For the moment, I’m going to lay my cynicism aside and pretend that this isn’t hypocrisy. I’ll pretend that they’d react exactly the same if a straight or gay person came out. I won’t mention that only asexuals (and possibly other minorities the speaker is uncomfortable with) get this reaction. I’ll take them at face value and assume that many asexohaters really do just want all sexual labels to be weakened, and just happen to be taking them on alphabetically.

Arguments about the validity of sexuality still have no place amongst arguments about the validity of asexuality.

The two are completely different issues. In a world where everyone believes in straight and, often, gay, the idea of sexual orientation, however flawed, is an assumption that we’re perfectly aware we’re making when we talk about asexuality.
The phrase ‘asexuality is a sexual orientation’ wouldn’t make much sense if there was no such thing as a sexual orientation. But the arguments over whether sexual orientation makes sense are so massive that they eclipse the whole point of the debate if brought in to argue against asexuality.
Our hypothesis should be “Asexuality is a sexual orientation, given that sexual orientations are valid.” We don’t bother with the last bit because, to those of us who identify as asexual, it often seems self-evident. But it annoys me when any passer-by with an axe to grind about conventional sexuality then has to do it on asexuality, because it’s weaker.

I doubt this is how many asexohaters think about it. Joy Davidson may not think she’s attacking sexuality when she criticises asexuality. But so many of the arguments against the validity of asexuality don’t actually make any sense until you consider them as criticisms of sexuality as a whole.

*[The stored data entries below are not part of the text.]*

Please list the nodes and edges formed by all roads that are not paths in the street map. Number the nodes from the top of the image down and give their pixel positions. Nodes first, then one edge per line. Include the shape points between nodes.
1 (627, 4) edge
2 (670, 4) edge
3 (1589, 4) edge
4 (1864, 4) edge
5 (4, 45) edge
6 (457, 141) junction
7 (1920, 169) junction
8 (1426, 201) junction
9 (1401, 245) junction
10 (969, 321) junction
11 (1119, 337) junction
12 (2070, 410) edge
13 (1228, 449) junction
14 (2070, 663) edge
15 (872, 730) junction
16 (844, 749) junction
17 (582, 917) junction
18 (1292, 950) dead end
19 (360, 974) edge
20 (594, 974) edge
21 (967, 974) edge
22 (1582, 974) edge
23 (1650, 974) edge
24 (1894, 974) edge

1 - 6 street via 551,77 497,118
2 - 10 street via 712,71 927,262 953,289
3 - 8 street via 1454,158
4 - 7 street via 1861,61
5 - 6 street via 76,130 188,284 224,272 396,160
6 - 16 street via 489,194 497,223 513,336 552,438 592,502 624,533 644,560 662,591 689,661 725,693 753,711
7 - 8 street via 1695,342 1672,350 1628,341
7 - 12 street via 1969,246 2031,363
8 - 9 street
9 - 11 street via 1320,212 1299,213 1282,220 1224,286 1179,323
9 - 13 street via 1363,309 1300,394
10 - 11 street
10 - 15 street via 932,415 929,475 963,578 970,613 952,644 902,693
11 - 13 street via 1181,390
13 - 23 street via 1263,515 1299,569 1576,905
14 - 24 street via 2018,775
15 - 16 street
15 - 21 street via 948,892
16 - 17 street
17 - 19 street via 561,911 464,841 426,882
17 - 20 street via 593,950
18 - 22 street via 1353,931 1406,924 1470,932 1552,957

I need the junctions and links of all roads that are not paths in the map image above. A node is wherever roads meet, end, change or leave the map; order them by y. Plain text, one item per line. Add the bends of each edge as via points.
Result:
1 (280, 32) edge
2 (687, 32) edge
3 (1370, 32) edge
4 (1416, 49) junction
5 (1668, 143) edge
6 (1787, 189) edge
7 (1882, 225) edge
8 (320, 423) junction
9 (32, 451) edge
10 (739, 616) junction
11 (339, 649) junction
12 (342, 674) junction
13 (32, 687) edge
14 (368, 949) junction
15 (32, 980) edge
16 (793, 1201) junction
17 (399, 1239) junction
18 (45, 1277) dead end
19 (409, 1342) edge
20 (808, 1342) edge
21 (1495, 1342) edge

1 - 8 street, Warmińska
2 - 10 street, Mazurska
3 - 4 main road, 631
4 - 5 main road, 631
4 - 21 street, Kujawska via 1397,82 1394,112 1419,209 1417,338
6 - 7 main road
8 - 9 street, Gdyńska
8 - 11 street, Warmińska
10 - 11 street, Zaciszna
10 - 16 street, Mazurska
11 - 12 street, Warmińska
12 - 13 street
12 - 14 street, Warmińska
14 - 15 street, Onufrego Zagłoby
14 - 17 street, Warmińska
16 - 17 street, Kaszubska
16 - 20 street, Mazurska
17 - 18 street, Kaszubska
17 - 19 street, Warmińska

Here’s where I borrow from some really good recent articles on the rest of the asexual blogosphere, which argue that criticisms of asexuality can be equally applied to any other sexuality, a thought which was the main inspiration for this post.
The argument that ‘asexuals haven’t met the right person’ is based on the idea that sexuality can change, and sexual identity is often too rigid to allow this change. There’s just as much chance of someone of a more conventional sexuality falling for someone outside their presumed parameters as there is an asexual.
The argument that ‘you’re all repressed’ is based on the idea of denial. Sexual identity is a confusing place, and the identity you choose affects far more than how you think about your feelings- sometimes, it can be life or death. So there’s a lot of denial going on around sexuality. The traditional asexual answer to this, as shown on Montel, has been in explaining that the asexual community is very hard to find, and still full of questions about your sexuality even once you’ve identified, so not likely to provide any space for denial. It’s a good response, but I rather like the Venus of Willendork’s new angle. Of course asexuality can serve as denial. So can all sexualities.
I expect the largest proportion of people denying their true sexuality (even if it’s just a Kinsey-esque ‘a little bit bi’) can be found in heterosexuality. It’s an argument against sexuality, sure, but not really one against, or even about, asexuality.

I’ve run out of claims that are made about asexuals. I think those are the main two, but said in slightly different ways. They’re arguments that sexual identity is too constricting, too obstructing a thing to be placed on anyone. Except they focus on asexual identity specifically, for unexplained reasons. Tell me if there’s more I’ve missed.

So I’m finally brought, in a round-about way, to the title of this post. The A is never what people have the problem with. People have a problem with the sexuality. It’s only when a startlingly new concept, like asexuality, comes up, that people start to see the problems engrained in sexuality, which they hadn’t allowed themselves to see before.
Actually, no. Scratch that, it’s a load of rubbish. People use arguments against sexual identities as a whole to argue against asexuality because they’ve decided asexuality is unnatural, and they need to find reasons why they think that retroactively. It makes a pretty depressing end to this post, though.